Your goal
Every line of the data below is to be given again as it appears, with the images removed.

Stored items from a collection
+ + + + +
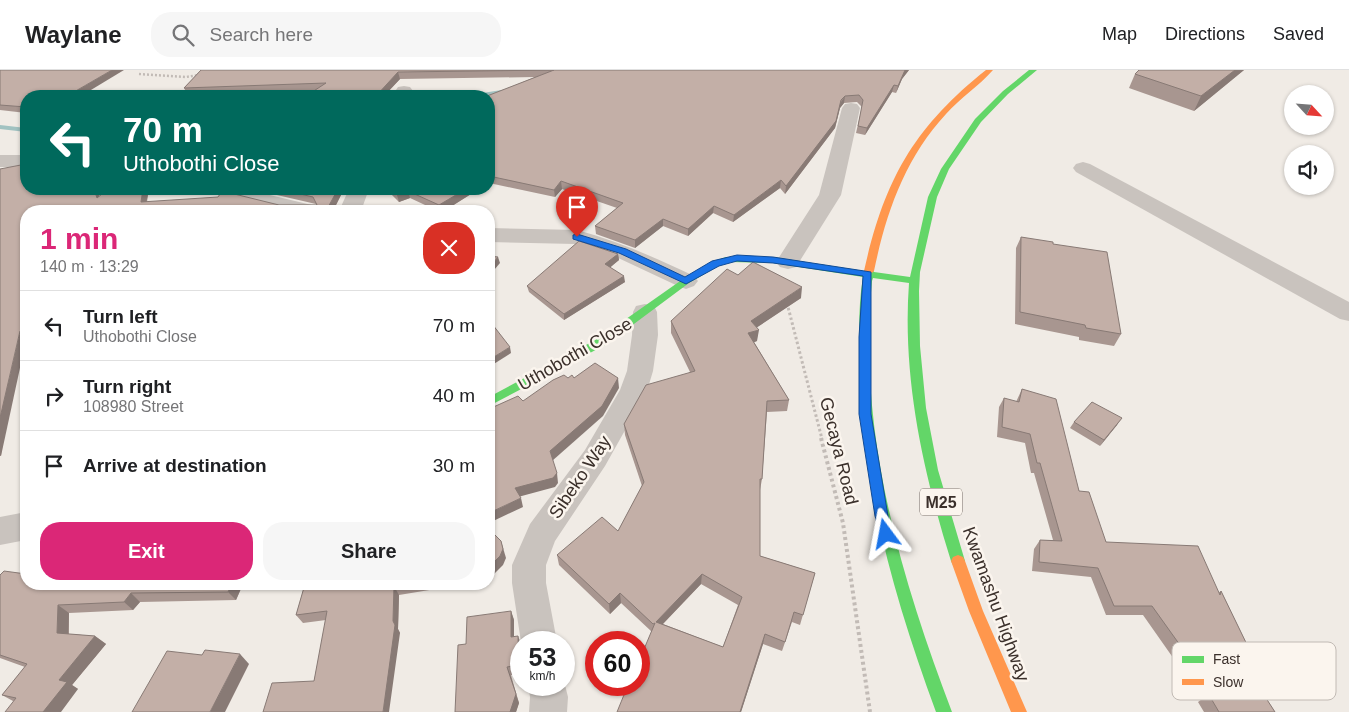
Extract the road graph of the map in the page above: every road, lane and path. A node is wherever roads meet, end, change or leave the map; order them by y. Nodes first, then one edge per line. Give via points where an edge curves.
1 (990, 70) edge
2 (1034, 70) edge
3 (139, 74) dead end
4 (205, 75) edge
5 (851, 108) dead end
6 (20, 161) edge
7 (0, 162) edge
8 (1083, 168) dead end
9 (243, 195) edge
10 (283, 205) edge
11 (495, 235) edge
12 (781, 261) junction
13 (868, 274) junction
14 (686, 281) junction
15 (914, 281) junction
16 (645, 312) junction
17 (1349, 313) edge
18 (495, 399) edge
19 (20, 527) edge
20 (0, 531) edge
21 (538, 631) edge
22 (550, 696) edge
23 (548, 712) edge
24 (870, 712) edge
25 (944, 712) edge
26 (1019, 712) edge

1 - 13 main road via 958,94 926,129 901,168 880,217
2 - 15 main road, Kwamashu Highway / M25 via 974,125 948,163 931,201
3 - 4 path
5 - 12 street via 830,196
6 - 7 street
8 - 17 street
9 - 10 street
11 - 14 street via 591,240
12 - 13 main road, Uthobothi Close
12 - 14 main road, Uthobothi Close via 729,259
12 - 24 path, Gecaya Road via 788,304 843,523
13 - 15 main road, Uthobothi Close
13 - 25 main road via 865,414 881,516 910,622
14 - 16 main road, Uthobothi Close
15 - 26 main road, Kwamashu Highway / M25 via 920,409 935,482 966,579
16 - 18 main road, Uthobothi Close via 604,341
16 - 21 street, Sibeko Way via 640,371 633,391 595,458 542,534 529,565 528,583
19 - 20 street
22 - 23 street

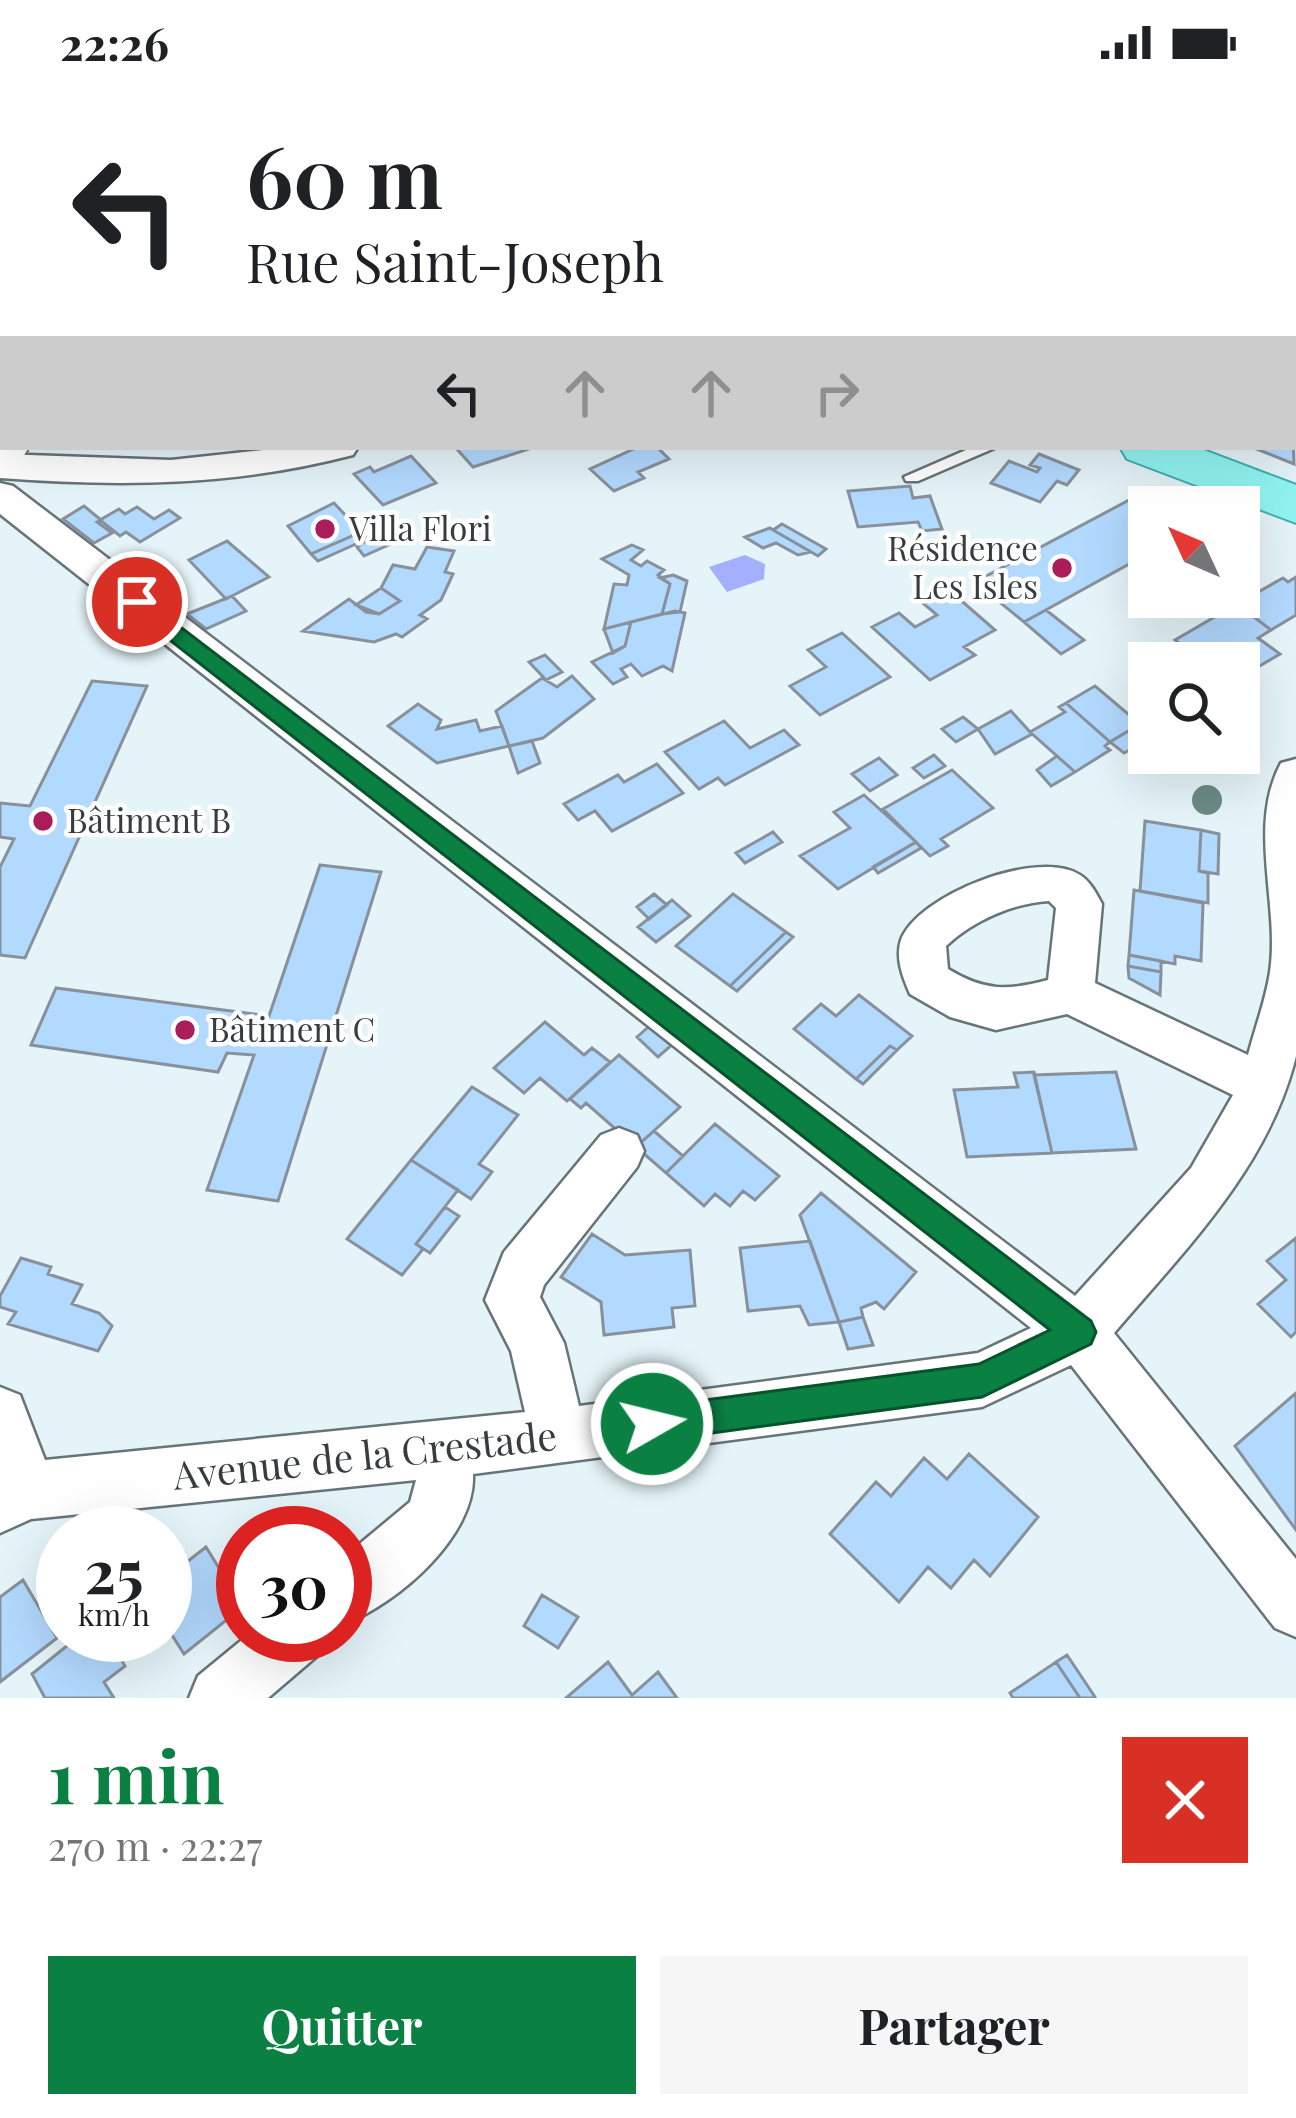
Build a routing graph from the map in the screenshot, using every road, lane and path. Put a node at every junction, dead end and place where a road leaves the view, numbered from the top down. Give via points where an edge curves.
+ + + + +
Written response
Extract the road graph of the map in the page above: every road, lane and path. A node is wherever roads meet, end, change or leave the map; order them by y. Nodes first, then one edge per line. Give via points where an edge curves.
1 (990, 70) edge
2 (1034, 70) edge
3 (139, 74) dead end
4 (205, 75) edge
5 (851, 108) dead end
6 (20, 161) edge
7 (0, 162) edge
8 (1083, 168) dead end
9 (243, 195) edge
10 (283, 205) edge
11 (495, 235) edge
12 (781, 261) junction
13 (868, 274) junction
14 (686, 281) junction
15 (914, 281) junction
16 (645, 312) junction
17 (1349, 313) edge
18 (495, 399) edge
19 (20, 527) edge
20 (0, 531) edge
21 (538, 631) edge
22 (550, 696) edge
23 (548, 712) edge
24 (870, 712) edge
25 (944, 712) edge
26 (1019, 712) edge

1 - 13 main road via 958,94 926,129 901,168 880,217
2 - 15 main road, Kwamashu Highway / M25 via 974,125 948,163 931,201
3 - 4 path
5 - 12 street via 830,196
6 - 7 street
8 - 17 street
9 - 10 street
11 - 14 street via 591,240
12 - 13 main road, Uthobothi Close
12 - 14 main road, Uthobothi Close via 729,259
12 - 24 path, Gecaya Road via 788,304 843,523
13 - 15 main road, Uthobothi Close
13 - 25 main road via 865,414 881,516 910,622
14 - 16 main road, Uthobothi Close
15 - 26 main road, Kwamashu Highway / M25 via 920,409 935,482 966,579
16 - 18 main road, Uthobothi Close via 604,341
16 - 21 street, Sibeko Way via 640,371 633,391 595,458 542,534 529,565 528,583
19 - 20 street
22 - 23 street

Build a routing graph from the map in the screenshot, using every road, lane and path. Put a node at every junction, dead end and place where a road leaves the view, numbered from the top down. Give via points where an edge curves.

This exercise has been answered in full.